Immunogenicity of Allogeneic Mesenchymal Stromal Cells

Although, allogeneic MSCs were thought to be immune privileged, evidence now suggests that allogeneic MSCs are recognized by the innate and adaptive immune system (Griffin et al. 2013). A clear understanding of how recognition of allogeneic MSCs impacts their capacity for modulating immune responses in vivo is hampered by the lack of appropriate experimental data measuring antidonor T-cell and antibody responses to allogeneic MSC. Nevertheless, a small number of studies show that allogeneic MSC evoke antidonor T-cell and antibody responses in vivo in healthy animals as well as models of myocardial infarction and bone marrow transplantation (Eliopoulos et al. 2005; Beggs et al. 2006; Nauta et al. 2006b; Badillo et al. 2007; Poncelet et al. 2008; Zangi et al. 2009; Isakova et al. 2010; Schu et al. 2012).
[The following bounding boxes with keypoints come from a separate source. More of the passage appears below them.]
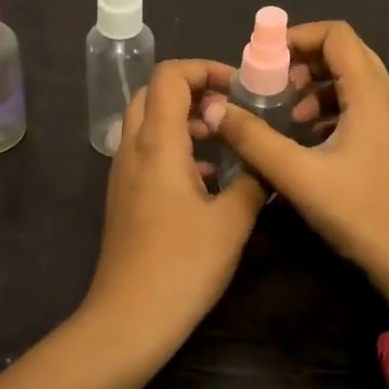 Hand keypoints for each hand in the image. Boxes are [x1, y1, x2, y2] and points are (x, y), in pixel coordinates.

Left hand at [84, 59, 266, 362]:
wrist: (128, 319)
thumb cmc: (182, 265)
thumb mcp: (232, 221)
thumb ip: (253, 180)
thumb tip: (265, 160)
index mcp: (157, 142)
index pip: (170, 75)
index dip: (204, 68)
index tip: (237, 89)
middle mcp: (133, 148)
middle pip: (153, 92)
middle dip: (192, 90)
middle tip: (228, 110)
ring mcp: (123, 173)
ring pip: (146, 121)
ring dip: (182, 118)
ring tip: (221, 141)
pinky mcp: (123, 196)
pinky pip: (145, 150)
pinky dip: (173, 145)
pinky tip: (204, 178)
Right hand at [205, 21, 388, 319]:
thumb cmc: (361, 213)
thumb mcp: (298, 175)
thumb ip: (253, 138)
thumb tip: (214, 108)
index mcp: (372, 94)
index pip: (337, 35)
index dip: (298, 36)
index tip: (265, 60)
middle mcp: (388, 97)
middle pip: (345, 53)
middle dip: (304, 61)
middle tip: (273, 85)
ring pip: (353, 80)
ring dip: (317, 87)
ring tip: (289, 116)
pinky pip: (360, 105)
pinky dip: (332, 108)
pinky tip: (309, 140) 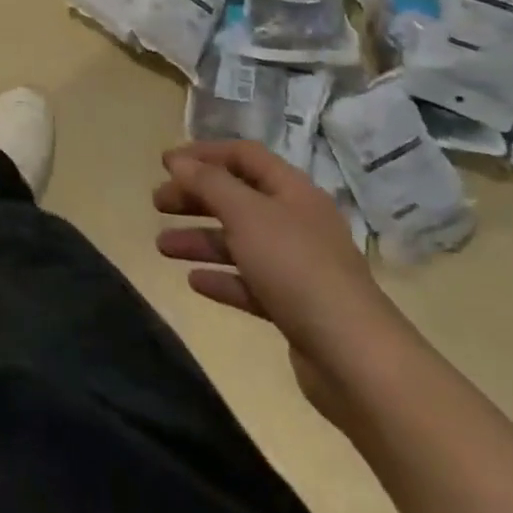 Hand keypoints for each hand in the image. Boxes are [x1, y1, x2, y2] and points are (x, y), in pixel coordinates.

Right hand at [154, 140, 404, 419]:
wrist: (355, 359)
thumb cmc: (296, 268)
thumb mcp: (245, 214)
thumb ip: (208, 183)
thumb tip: (178, 160)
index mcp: (292, 191)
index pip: (244, 156)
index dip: (204, 154)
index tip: (166, 163)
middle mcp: (296, 222)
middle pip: (237, 198)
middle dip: (195, 198)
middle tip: (157, 203)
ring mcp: (297, 266)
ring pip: (239, 242)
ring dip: (200, 239)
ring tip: (161, 247)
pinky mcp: (294, 307)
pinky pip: (249, 282)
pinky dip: (221, 278)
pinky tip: (194, 282)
In the SOT setting, allogeneic MSC have been shown to accelerate graft rejection (Inoue et al. 2006; Popp et al. 2008; Renner et al. 2009; Eggenhofer et al. 2011a,b; Seifert et al. 2012). In some cases, accelerated graft rejection was attributed to administration of allogeneic MSC pretransplant (Eggenhofer et al. 2011b; Seifert et al. 2012) or syngeneic MSC posttransplant (Casiraghi et al. 2012). In other cases, allogeneic or syngeneic MSC were shown to attenuate immunosuppressive drugs like cyclosporine A (Inoue et al. 2006). Importantly, allogeneic MSCs have the capacity to work in synergy with immunosuppressive drugs including mycophenolate mofetil (Eggenhofer et al. 2011a,b) and rapamycin (Ge et al. 2009), and in these studies promote graft survival. Perhaps these studies emphasize the impact that different microenvironments may have on allogeneic MSC immunogenicity as well as the immunosuppressive function of both syngeneic and allogeneic MSCs in vivo. These conflicting reports highlight the significant need for further research in this area.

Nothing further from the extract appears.